Après tout, tant qu’on y est, pourquoi pas, et ce même si l’immeuble était abandonné et que les squatteurs sont responsables de sa dégradation : depuis un arrêté rendu par la Cour de cassation le 15 septembre 2022 sur un décret du 30 janvier 2002, les propriétaires ont l’obligation d’entretenir leurs biens même occupés illégalement. Ainsi, le propriétaire est tenu pour responsable si l’un des occupants du logement se blesse à la suite d’un défaut d’entretien du logement.
La SNC évoque quant à elle l’insalubrité des lieux, la dangerosité, les dégradations qui coûtent cher et les coûts liés aux assurances et à l’emprunt. Elle réclame 512.000 euros de réparation et une condamnation des plaignants à 3000 euros pour procédure abusive.
La décisions, rendue mardi soir, laisse perplexe.

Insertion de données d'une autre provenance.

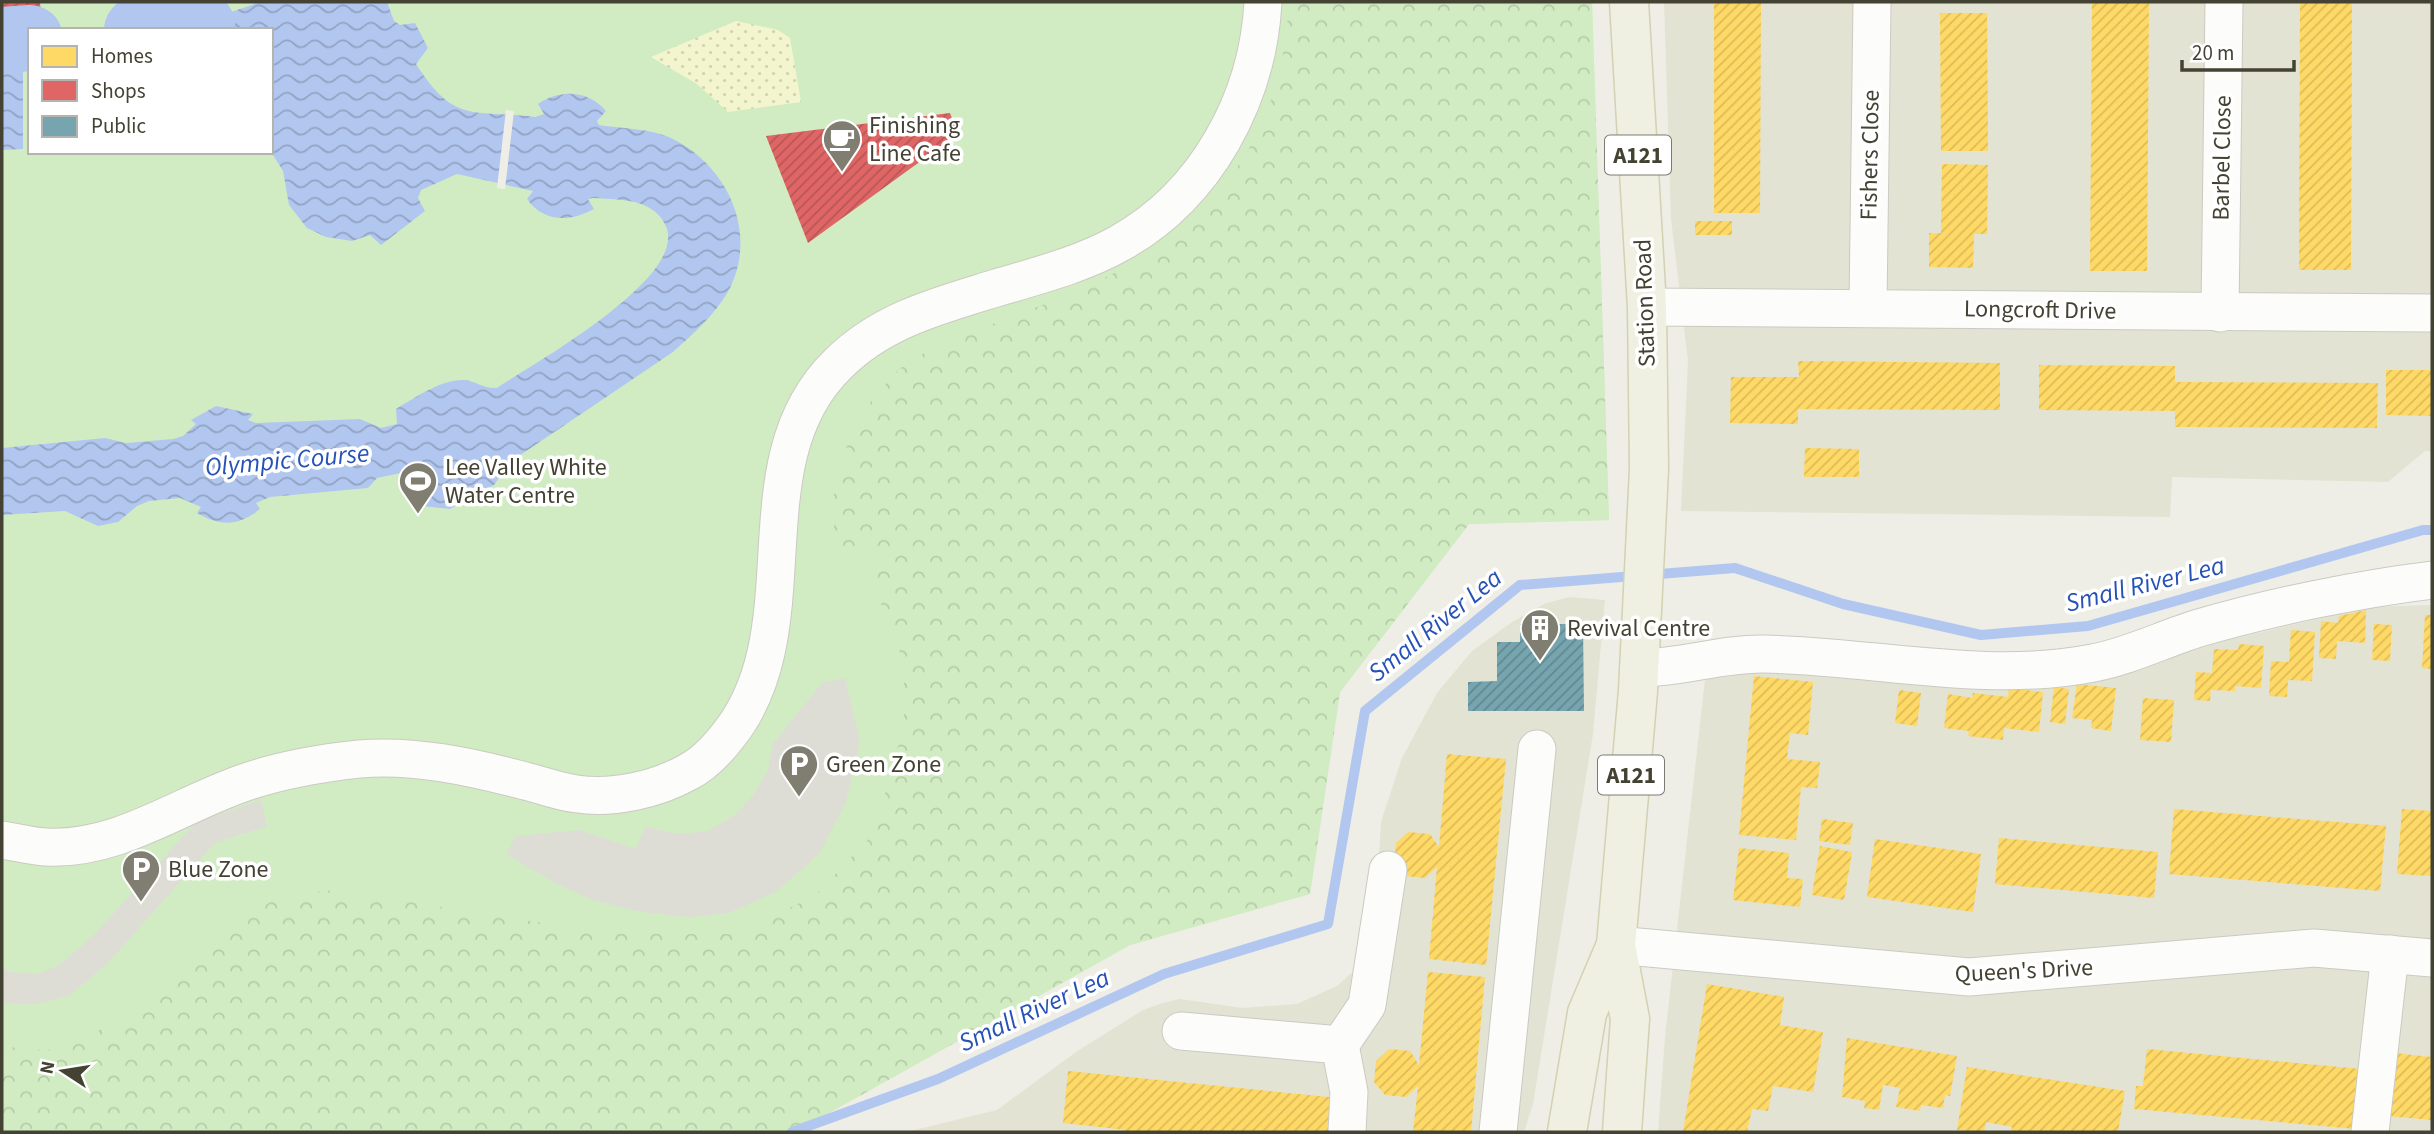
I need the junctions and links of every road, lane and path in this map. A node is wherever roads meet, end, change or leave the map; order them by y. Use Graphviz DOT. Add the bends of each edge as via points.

L’expulsion a bien été jugée illégale par le tribunal (il était impossible, avec la législation actuelle, de prendre une autre décision). La SNC est donc condamnée à verser des dommages et intérêts aux squatteurs à hauteur de 2000 euros chacun, et 1000 euros pour le remboursement de leurs frais de procédure.
Modeste victoire si l’on se rappelle que la SNC aurait pu être condamnée à 30.000 euros d’amende et 3 ans de prison. Elle s’additionne avec le soulagement de voir les squatteurs déboutés de leur demande de remise en état des lieux et de leur réintégration. La SNC a ainsi gagné des mois de procédure coûteuse pour achever l’expulsion.
Sans surprise, aucune des demandes de la SNC (dommages et intérêts, réparations des dégradations) n’ont abouti, ce qui reste logique, l’immeuble ayant été abandonné et devant être détruit.
La loi française est à ce point mal fichue et si prodigieusement favorable aux locataires que la décision rendue n’aurait pas pu être meilleure : le jugement sanctionne le non-respect de la procédure d’expulsion. Tout juste peut-on se réjouir de voir qu’il fait primer le droit de propriété sur le droit au logement.
S’agit-il d’un revirement idéologique, qui remettrait enfin le droit de propriété à sa juste place, ou d’un simple concours de circonstance pour une fois favorable au propriétaire ?
Vu la direction prise par le pays, on devra rester prudent.